# ASSIGNMENT
Comb the records below for the string "that" and copy each line where it turns up.
THE RECORDS below:
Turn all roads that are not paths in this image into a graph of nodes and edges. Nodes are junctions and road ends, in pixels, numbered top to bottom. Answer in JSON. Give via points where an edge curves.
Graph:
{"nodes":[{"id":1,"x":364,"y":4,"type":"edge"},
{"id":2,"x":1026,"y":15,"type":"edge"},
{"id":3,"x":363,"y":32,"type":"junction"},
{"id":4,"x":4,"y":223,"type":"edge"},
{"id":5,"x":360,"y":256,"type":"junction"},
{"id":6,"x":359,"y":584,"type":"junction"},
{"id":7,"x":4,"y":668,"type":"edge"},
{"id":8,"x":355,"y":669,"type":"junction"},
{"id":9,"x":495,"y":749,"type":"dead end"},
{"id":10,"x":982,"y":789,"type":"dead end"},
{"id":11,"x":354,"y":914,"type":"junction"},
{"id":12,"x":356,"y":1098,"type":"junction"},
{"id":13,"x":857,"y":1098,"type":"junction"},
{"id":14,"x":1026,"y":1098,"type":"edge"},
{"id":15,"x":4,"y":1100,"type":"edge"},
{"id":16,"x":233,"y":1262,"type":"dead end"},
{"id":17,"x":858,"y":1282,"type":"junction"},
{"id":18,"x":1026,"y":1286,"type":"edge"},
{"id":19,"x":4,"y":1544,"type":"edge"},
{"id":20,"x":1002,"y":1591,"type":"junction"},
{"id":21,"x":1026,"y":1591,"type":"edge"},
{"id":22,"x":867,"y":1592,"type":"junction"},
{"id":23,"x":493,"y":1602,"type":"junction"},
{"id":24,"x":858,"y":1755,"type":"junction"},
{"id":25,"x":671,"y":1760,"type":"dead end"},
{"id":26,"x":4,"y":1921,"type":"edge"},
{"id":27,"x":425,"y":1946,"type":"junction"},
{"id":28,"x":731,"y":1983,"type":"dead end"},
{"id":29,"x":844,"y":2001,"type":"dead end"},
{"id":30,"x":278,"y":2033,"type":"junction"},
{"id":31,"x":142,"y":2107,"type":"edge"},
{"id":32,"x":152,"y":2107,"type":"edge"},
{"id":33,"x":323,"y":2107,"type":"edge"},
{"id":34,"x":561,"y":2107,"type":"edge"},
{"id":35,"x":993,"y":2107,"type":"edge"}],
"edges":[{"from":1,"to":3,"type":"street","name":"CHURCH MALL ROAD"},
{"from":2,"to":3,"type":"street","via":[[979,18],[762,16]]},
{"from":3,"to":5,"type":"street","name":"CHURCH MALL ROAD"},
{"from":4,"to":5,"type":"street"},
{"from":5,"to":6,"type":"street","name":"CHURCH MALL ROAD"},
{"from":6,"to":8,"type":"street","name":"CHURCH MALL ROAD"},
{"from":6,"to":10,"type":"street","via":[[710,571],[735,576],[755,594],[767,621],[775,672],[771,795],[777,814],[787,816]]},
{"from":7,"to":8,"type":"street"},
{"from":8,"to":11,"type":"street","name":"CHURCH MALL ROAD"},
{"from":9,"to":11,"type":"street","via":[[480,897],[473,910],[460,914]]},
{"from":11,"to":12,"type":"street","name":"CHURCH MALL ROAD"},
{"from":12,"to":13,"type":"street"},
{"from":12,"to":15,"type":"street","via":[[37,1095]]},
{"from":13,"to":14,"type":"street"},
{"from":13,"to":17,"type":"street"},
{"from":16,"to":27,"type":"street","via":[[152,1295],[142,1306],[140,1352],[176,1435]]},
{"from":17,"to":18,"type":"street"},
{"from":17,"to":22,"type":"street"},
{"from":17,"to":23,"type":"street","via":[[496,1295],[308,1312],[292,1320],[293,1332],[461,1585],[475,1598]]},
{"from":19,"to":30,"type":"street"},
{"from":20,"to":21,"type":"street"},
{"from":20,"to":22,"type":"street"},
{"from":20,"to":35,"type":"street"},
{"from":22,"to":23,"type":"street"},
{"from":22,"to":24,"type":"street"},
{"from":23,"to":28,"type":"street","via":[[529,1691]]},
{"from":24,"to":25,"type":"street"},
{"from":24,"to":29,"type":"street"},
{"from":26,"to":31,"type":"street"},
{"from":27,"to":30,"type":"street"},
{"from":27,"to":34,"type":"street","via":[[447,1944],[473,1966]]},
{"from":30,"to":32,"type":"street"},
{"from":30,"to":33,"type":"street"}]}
End of THE RECORDS.
THE RECORDS below:
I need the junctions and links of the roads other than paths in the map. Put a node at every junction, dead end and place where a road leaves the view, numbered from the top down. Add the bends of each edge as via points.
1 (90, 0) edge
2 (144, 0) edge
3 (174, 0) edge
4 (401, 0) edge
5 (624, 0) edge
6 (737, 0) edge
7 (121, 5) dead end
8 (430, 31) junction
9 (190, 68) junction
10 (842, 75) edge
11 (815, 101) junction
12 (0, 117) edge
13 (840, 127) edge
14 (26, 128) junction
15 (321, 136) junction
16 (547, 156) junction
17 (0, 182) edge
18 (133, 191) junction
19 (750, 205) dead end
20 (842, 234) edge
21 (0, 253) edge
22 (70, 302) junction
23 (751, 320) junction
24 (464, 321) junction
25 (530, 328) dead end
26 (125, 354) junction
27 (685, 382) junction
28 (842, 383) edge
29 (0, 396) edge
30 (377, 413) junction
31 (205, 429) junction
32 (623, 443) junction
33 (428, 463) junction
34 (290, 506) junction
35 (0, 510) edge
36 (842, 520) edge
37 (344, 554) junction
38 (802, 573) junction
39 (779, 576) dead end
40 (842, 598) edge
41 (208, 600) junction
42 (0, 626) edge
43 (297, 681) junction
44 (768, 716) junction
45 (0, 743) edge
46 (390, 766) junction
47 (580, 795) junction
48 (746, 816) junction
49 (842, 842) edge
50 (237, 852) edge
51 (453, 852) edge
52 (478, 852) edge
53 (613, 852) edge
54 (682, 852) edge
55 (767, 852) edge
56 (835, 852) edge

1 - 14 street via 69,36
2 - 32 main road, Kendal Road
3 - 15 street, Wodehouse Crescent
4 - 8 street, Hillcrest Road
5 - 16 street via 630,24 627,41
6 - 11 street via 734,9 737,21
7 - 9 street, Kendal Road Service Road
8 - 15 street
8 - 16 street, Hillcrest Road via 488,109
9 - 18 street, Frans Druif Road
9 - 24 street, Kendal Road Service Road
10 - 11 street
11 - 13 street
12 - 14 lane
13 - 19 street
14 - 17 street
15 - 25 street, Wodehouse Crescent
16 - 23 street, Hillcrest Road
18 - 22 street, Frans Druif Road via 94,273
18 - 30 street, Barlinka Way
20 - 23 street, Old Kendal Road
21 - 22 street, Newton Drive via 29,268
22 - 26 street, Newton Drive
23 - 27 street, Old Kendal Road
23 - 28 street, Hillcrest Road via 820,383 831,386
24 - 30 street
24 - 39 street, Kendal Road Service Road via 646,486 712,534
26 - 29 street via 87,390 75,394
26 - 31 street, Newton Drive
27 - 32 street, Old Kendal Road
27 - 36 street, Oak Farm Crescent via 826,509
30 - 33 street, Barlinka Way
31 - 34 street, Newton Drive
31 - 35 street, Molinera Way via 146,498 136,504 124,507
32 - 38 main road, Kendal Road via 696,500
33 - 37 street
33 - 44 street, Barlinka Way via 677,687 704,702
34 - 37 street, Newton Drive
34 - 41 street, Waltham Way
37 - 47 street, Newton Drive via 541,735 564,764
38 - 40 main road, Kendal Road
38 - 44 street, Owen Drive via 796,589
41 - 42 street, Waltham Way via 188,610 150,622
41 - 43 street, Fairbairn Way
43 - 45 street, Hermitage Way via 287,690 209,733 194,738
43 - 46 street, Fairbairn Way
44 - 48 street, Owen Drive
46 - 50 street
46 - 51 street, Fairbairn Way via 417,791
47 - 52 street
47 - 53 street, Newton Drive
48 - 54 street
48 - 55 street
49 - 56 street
End of THE RECORDS.
THE RECORDS below:
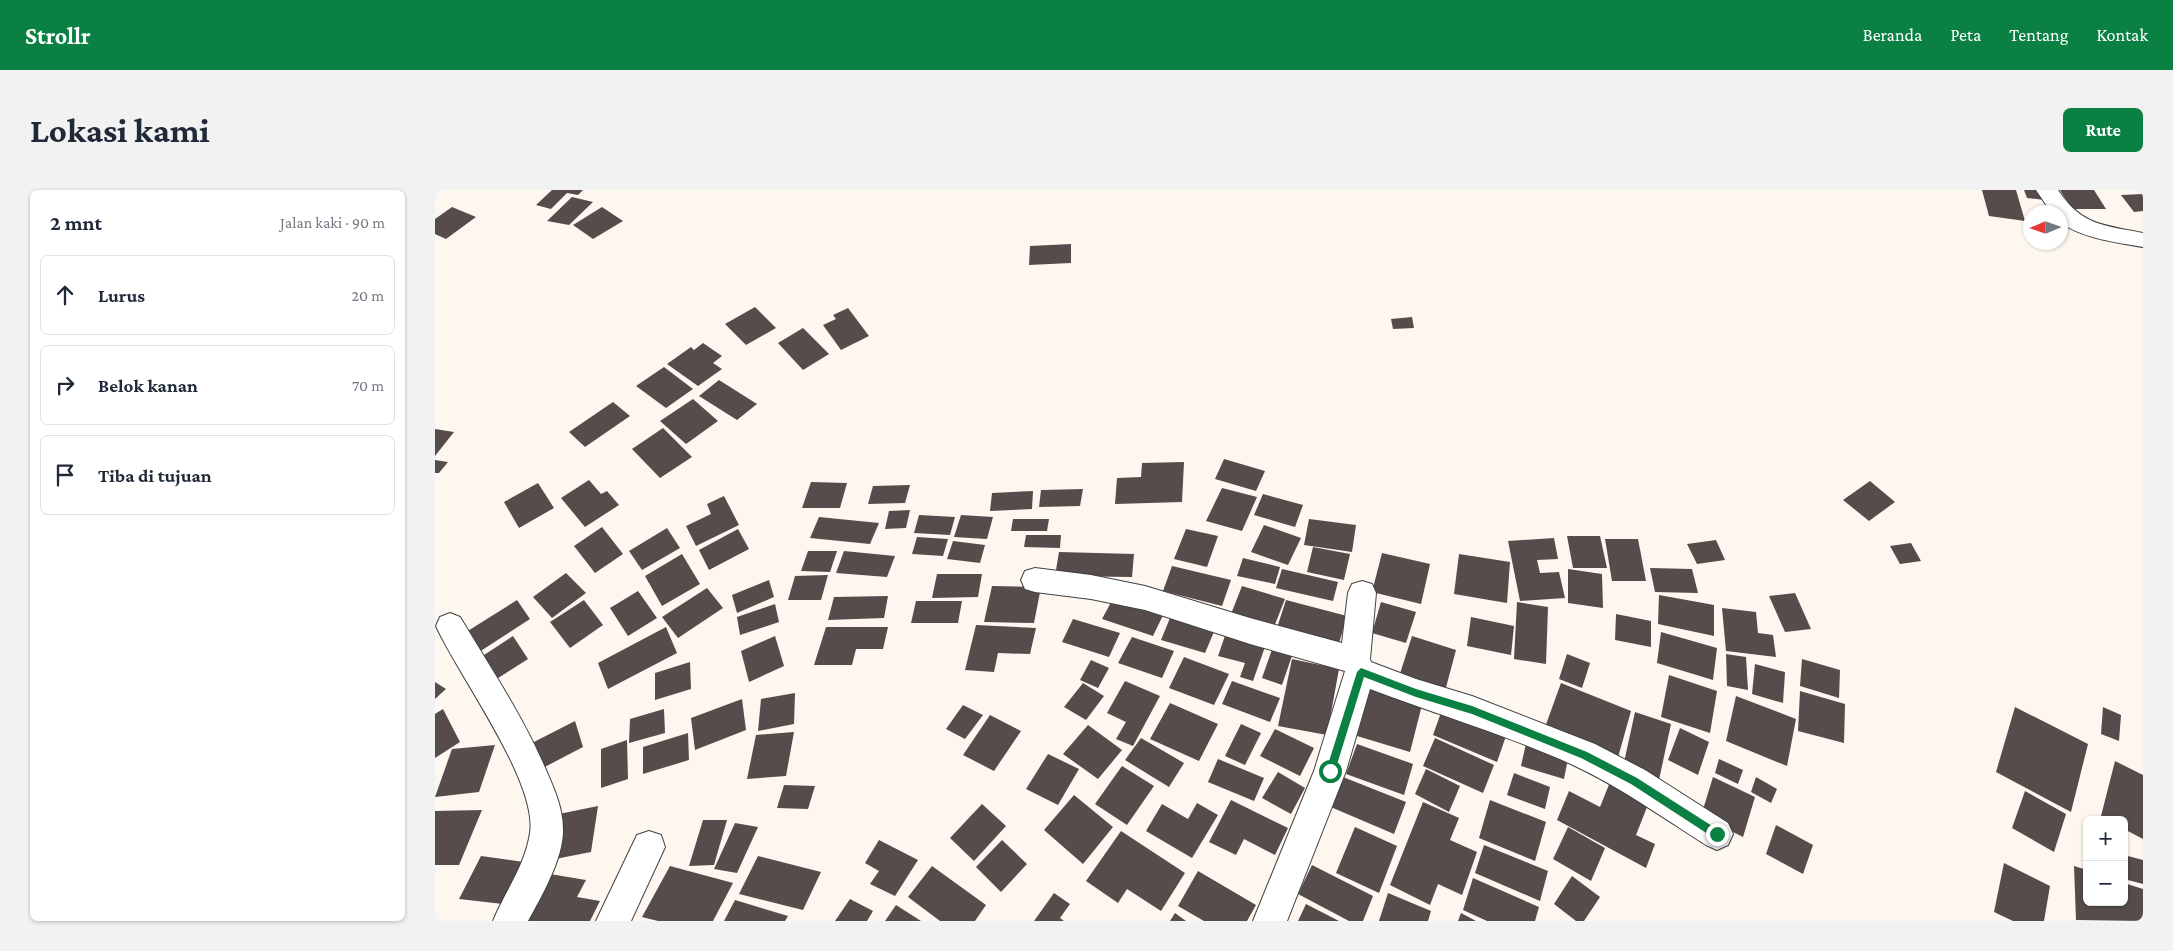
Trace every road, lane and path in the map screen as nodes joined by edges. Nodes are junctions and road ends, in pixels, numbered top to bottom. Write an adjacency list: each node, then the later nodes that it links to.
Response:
End of THE RECORDS.
# RESULT OF THIS TASK
Turn all roads that are not paths in this image into a graph of nodes and edges. Nodes are junctions and road ends, in pixels, numbered top to bottom. Answer in JSON. Give via points where an edge curves.
Trace every road, lane and path in the map screen as nodes joined by edges. Nodes are junctions and road ends, in pixels, numbered top to bottom. Write an adjacency list: each node, then the later nodes that it links to.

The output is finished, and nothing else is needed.